A change in the U.S. bankruptcy code in 2005, intended to insulate financial institutions from systemic risk, instead hastened the demise of Bear Stearns, Lehman Brothers and American International Group, some experts told the Financial Times.

Industry trade associations defended the change.

The 2005 Bankruptcy Act protected repo lenders by exempting repos collateralized by mortgage-backed securities from the bankruptcy of a repo borrower. It extended the same exemption to derivatives.

From reporters Francesco Guerrera, Nicole Bullock and Julie MacIntosh writing in the Financial Times October 30 2008:

Lawyers said under the old rules, creditors of companies facing financial difficulties were wary of settling trades or seeking extra collateral because they knew such demands could precipitate a bankruptcy filing and potentially freeze their claims.

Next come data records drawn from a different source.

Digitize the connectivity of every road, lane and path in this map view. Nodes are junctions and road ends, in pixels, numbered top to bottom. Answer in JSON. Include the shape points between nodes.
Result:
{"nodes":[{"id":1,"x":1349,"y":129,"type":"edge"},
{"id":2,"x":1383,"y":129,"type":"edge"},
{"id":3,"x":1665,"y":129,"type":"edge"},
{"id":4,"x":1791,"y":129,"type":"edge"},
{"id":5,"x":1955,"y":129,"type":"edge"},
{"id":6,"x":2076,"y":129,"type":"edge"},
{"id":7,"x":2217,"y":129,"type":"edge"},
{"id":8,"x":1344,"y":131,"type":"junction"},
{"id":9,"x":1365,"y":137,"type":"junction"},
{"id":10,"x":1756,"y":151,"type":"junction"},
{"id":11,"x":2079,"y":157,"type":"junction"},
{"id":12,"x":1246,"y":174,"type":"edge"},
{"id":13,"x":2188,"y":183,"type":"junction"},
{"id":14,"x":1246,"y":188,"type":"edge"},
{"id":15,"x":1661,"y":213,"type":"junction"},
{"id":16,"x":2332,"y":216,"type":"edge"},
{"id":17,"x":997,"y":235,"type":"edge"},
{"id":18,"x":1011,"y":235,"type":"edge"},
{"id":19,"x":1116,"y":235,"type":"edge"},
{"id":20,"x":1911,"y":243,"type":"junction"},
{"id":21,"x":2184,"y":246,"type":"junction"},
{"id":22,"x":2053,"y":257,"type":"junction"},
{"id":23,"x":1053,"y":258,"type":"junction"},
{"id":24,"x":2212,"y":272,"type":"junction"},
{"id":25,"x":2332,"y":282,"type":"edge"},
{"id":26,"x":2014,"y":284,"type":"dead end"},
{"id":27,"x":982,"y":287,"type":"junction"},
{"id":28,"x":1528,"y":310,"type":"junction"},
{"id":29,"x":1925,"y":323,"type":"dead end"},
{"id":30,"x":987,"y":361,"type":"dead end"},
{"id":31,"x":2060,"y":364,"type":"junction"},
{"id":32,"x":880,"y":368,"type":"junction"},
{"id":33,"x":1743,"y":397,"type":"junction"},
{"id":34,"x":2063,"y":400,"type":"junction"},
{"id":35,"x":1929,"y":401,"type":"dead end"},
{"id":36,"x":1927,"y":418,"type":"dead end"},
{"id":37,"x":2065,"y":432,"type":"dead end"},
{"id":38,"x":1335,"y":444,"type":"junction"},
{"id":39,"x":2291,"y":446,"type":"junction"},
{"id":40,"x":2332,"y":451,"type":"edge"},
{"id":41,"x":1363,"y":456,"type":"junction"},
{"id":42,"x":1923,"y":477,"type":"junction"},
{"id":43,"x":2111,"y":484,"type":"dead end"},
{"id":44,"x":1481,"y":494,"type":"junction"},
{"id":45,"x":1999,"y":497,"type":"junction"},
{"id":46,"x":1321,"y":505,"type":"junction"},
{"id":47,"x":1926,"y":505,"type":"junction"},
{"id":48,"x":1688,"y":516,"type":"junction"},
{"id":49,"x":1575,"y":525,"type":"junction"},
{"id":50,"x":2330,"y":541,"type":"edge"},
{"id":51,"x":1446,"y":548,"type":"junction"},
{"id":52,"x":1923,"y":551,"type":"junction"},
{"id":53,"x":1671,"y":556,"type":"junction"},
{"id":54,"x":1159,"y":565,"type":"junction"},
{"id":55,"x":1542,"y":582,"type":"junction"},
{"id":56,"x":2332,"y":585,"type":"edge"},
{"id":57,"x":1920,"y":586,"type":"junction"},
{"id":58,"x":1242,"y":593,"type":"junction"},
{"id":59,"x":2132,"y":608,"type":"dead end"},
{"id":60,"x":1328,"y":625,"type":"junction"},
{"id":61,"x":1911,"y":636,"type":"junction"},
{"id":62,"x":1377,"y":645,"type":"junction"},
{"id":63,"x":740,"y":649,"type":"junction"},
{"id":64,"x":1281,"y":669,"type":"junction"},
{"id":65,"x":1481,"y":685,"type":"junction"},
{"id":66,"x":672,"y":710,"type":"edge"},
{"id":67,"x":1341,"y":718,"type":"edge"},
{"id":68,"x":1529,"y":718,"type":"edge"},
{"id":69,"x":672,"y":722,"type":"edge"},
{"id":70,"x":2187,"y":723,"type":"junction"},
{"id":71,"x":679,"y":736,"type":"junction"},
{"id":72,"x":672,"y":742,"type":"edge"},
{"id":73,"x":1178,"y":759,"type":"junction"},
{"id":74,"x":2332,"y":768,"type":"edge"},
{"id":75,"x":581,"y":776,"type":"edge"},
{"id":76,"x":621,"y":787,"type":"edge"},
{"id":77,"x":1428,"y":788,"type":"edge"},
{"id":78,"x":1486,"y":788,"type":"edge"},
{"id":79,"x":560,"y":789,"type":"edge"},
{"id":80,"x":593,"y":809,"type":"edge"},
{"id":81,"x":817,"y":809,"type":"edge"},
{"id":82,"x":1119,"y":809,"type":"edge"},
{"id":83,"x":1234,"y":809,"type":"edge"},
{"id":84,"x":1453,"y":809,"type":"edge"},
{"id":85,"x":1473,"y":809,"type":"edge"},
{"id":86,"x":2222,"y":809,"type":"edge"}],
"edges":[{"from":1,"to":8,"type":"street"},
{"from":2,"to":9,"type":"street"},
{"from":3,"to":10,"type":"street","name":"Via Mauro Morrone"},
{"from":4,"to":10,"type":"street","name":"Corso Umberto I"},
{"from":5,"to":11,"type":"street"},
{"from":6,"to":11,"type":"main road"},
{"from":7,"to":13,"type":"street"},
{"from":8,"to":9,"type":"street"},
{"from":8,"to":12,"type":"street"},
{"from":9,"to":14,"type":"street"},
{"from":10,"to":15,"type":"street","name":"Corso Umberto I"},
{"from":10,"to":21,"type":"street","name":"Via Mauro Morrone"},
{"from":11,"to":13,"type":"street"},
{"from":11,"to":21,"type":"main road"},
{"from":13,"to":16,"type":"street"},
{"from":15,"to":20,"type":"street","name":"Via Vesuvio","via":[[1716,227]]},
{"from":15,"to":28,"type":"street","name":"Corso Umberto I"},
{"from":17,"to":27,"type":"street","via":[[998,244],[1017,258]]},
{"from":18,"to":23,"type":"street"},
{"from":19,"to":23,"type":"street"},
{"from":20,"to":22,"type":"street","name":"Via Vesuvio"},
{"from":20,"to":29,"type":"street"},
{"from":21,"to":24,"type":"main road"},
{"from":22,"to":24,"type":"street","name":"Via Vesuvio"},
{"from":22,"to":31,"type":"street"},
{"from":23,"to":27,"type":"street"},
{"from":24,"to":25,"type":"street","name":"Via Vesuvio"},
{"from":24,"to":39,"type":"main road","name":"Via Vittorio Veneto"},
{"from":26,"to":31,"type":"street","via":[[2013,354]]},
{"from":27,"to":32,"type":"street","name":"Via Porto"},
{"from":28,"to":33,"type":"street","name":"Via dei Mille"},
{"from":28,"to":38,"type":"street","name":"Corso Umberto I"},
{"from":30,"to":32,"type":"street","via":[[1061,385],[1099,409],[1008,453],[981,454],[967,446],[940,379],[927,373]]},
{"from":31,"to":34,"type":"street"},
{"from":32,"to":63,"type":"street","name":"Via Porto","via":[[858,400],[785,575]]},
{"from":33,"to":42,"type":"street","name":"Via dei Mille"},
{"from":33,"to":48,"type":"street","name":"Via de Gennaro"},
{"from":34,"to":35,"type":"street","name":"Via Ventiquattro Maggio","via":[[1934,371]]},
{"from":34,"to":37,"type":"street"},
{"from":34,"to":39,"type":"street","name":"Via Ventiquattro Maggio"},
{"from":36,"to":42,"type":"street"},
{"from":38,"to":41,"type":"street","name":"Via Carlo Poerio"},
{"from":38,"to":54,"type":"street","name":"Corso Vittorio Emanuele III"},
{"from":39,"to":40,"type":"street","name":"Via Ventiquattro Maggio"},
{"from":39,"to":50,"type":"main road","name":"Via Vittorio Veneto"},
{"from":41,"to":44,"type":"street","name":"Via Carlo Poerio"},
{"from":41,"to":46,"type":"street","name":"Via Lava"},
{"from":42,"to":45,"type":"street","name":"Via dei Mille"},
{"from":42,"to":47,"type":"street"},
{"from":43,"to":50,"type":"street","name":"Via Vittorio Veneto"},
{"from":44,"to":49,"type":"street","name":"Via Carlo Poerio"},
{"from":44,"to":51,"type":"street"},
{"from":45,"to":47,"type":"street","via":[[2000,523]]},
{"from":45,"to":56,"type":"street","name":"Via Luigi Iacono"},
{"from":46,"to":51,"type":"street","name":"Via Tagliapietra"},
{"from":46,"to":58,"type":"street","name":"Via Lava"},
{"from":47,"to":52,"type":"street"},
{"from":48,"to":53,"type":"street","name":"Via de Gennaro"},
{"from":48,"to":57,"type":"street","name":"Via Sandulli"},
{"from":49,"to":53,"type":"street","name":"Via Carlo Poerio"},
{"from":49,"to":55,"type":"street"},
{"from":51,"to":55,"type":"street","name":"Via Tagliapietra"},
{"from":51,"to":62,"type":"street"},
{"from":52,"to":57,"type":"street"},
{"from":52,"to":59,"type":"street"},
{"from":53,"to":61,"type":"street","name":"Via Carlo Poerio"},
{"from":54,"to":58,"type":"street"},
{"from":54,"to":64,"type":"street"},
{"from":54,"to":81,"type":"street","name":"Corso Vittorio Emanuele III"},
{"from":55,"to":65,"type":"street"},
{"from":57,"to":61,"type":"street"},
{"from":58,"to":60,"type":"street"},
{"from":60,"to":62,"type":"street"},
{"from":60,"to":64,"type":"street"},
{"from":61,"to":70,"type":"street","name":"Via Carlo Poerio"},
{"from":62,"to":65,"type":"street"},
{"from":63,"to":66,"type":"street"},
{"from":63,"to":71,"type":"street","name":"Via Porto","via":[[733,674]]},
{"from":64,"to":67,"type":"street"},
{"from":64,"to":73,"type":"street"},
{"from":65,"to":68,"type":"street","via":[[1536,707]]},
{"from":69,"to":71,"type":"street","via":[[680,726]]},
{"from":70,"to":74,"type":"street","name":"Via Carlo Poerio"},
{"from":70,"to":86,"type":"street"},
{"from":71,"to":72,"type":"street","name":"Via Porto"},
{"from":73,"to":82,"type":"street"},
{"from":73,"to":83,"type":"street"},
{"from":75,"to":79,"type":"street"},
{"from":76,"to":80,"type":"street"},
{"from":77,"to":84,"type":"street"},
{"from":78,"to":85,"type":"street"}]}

However, when the financial health of Bear, Lehman and AIG took a sharp turn for the worse this year, their trading counterparties – mainly hedge funds and other banks – were not deterred from seeking to settle their trades or forcing the three companies to put up more collateral.

Such pressure exacerbated the liquidity squeeze that ultimately forced the three companies to hoist the white flag.

“The changes were introduced to promote the orderly unwinding of transactions but they ended up speeding up the bankruptcy process,” attorney William Goldman told the Financial Times. “They wanted to protect the likes of Lehman and Bear Stearns from the domino effect that would have ensued had a counterparty gone under. They never thought the ones to go under would have been Lehman and Bear.”

The Securities Industry and Financial Markets Association, the trade body that lobbied for the changes, rejected the criticism, saying the 2005 rules “enhance legal certainty for contracts, [and] reduce legal risk … and systemic risk”.

The International Swaps and Derivatives Association added that the 2005 clarifications “provided legal certainty by clarifying existing federal policy”.